18 Aug HOW TO: Find Currently Running Long SQL Agent Jobs
A while ago I had posted a script to help find jobs that were currently running longer than expected. Since I’ve been sharing some scripts recently, I decided to verify that this script still works for finding long running jobs in SQL Agent for SQL Server 2014.
Why This Script Matters
Because you want the opportunity to know about issues before your end users call to complain, to be proactive. SQL Server doesn’t persist data about queries between restarts of the instance, but job history is persisted between restarts.
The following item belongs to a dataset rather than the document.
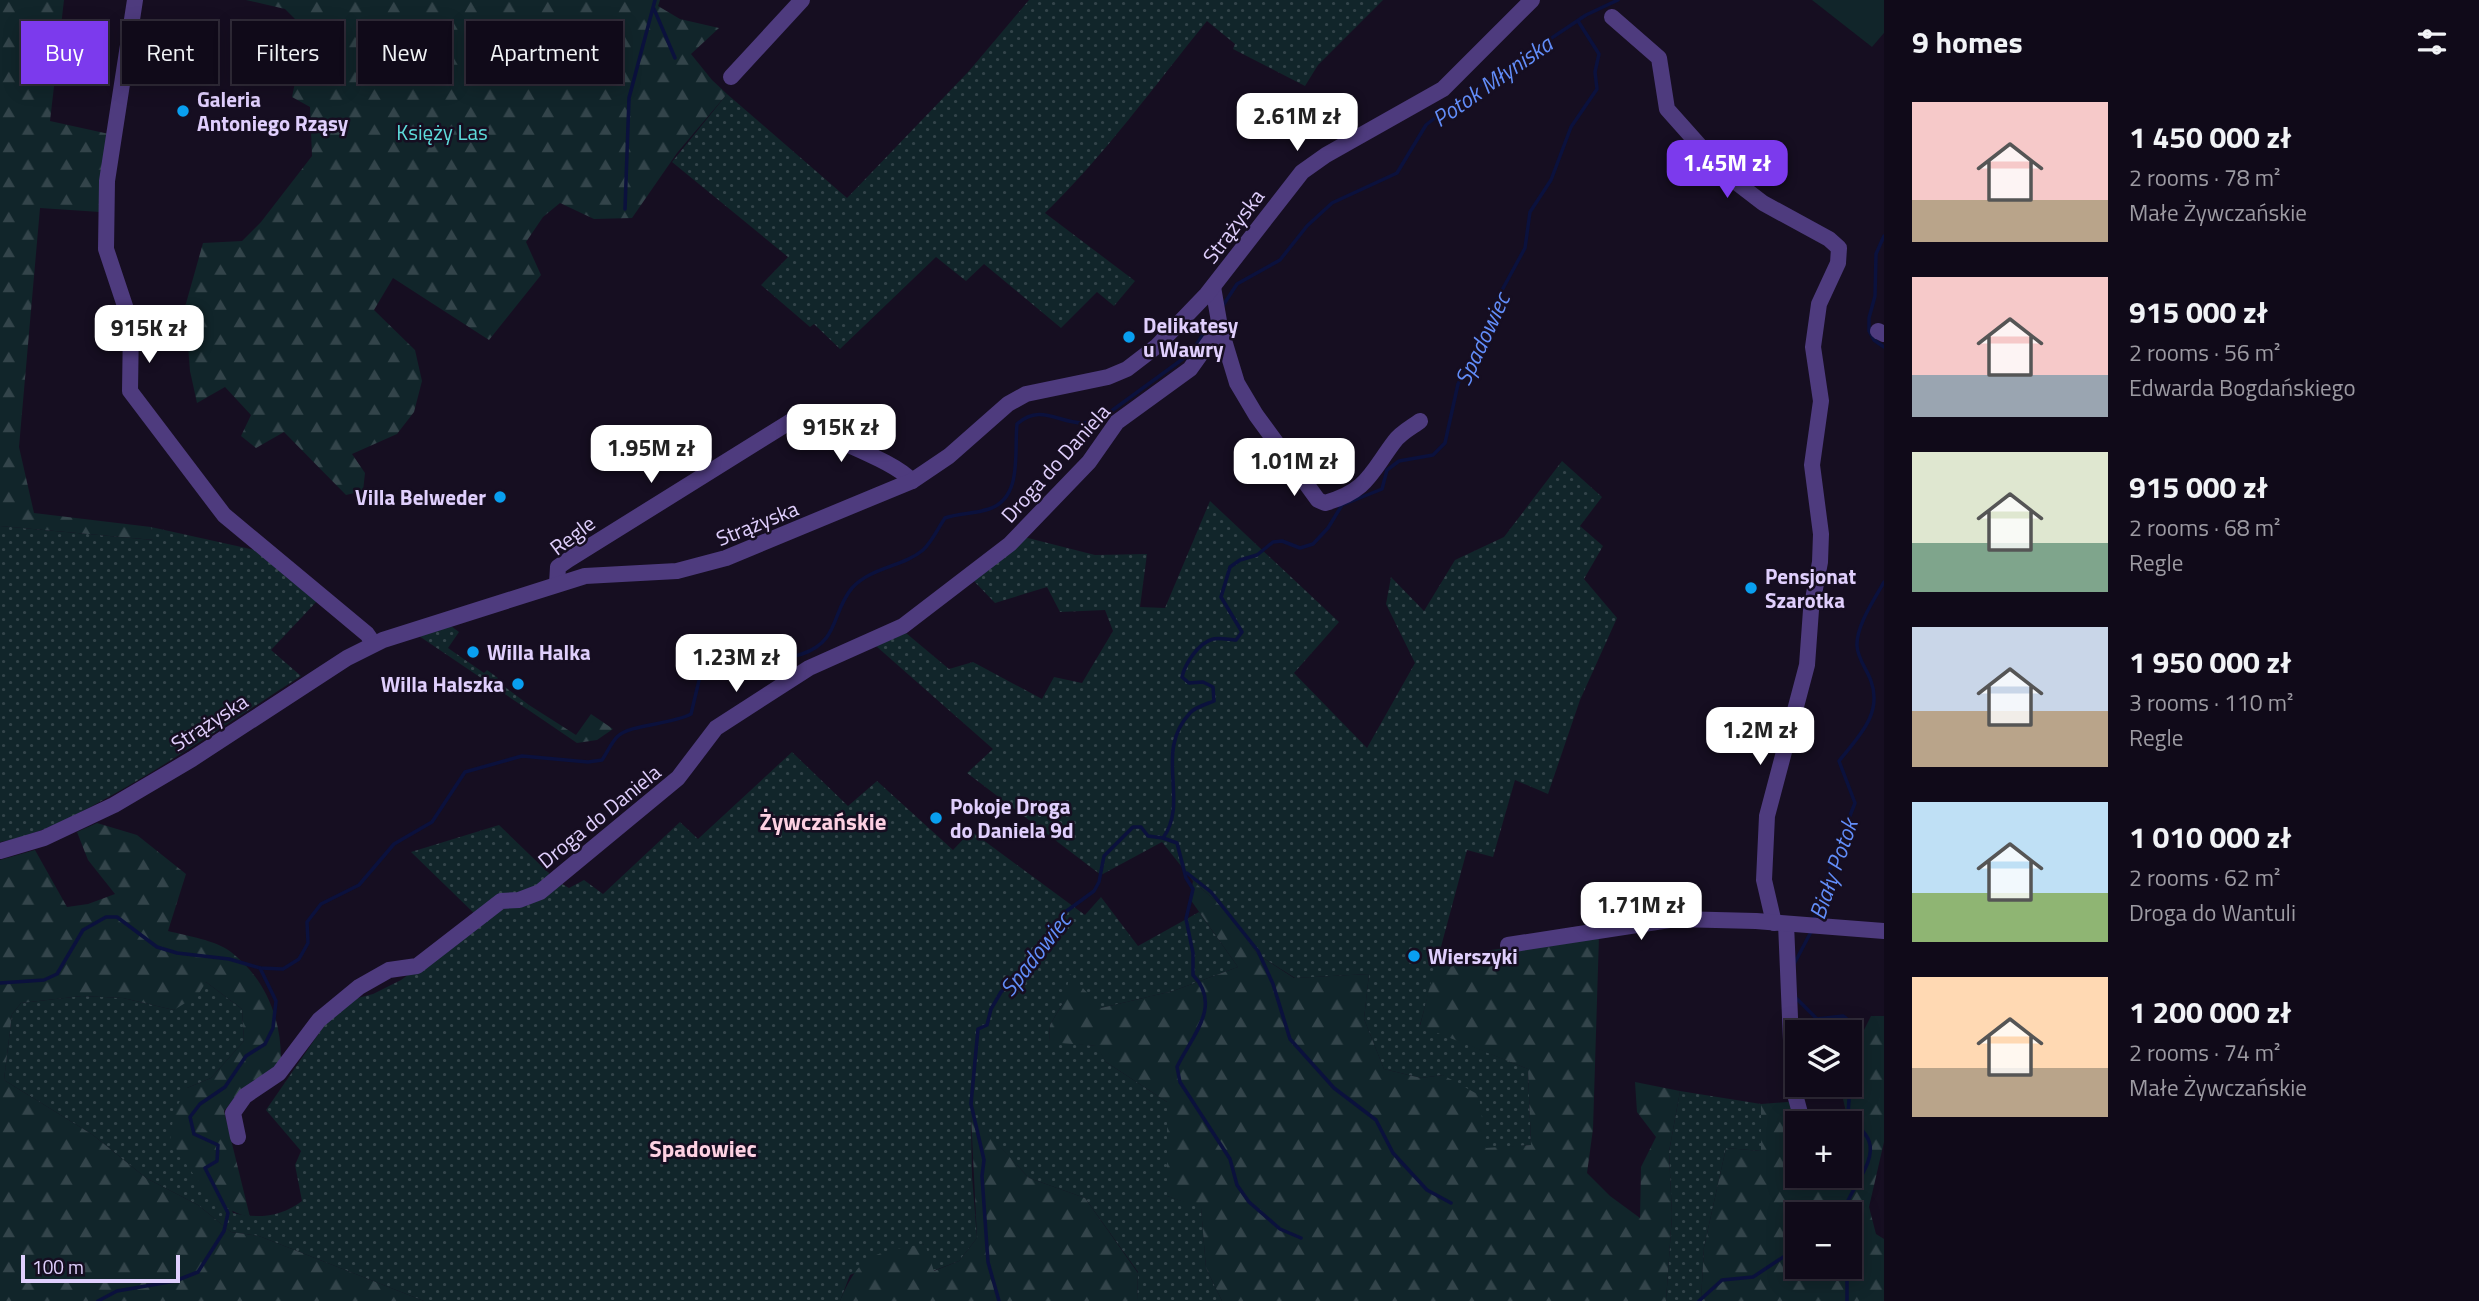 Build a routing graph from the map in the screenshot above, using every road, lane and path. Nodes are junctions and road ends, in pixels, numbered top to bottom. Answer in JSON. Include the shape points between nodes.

That means we can do some data analysis on those details to find if there are jobs currently running longer than two standard deviations away from the mean (i.e., you have what is known as an outlier).
Let’s take a minute to review what the code should be doing.
First, you will want to use this script to poll your running jobs at a decent interval, perhaps every ten or fifteen minutes. Whatever interval you choose you should understand the relation between your polling and the @MinAvgSecsDuration parameter. That parameter is the minimum threshold for job duration average. If I set it to 300, then I won’t be concerned with any jobs that have a historical average less than five minutes in duration. I probably don’t want to poll more than 300 seconds apart because there is a chance I could miss an outlier (say if I was polling every fifteen minutes) because this code is filtering for jobs that are currently running.
Second, there is a parameter (@MinHistExecutions) for the minimum number of successful job executions. I like to set this to five or seven, in order to give me a decent sample size to serve as a base. Combined with the @MinAvgSecsDuration parameter this lets me avoid having a lot of false positives for jobs that are newly added.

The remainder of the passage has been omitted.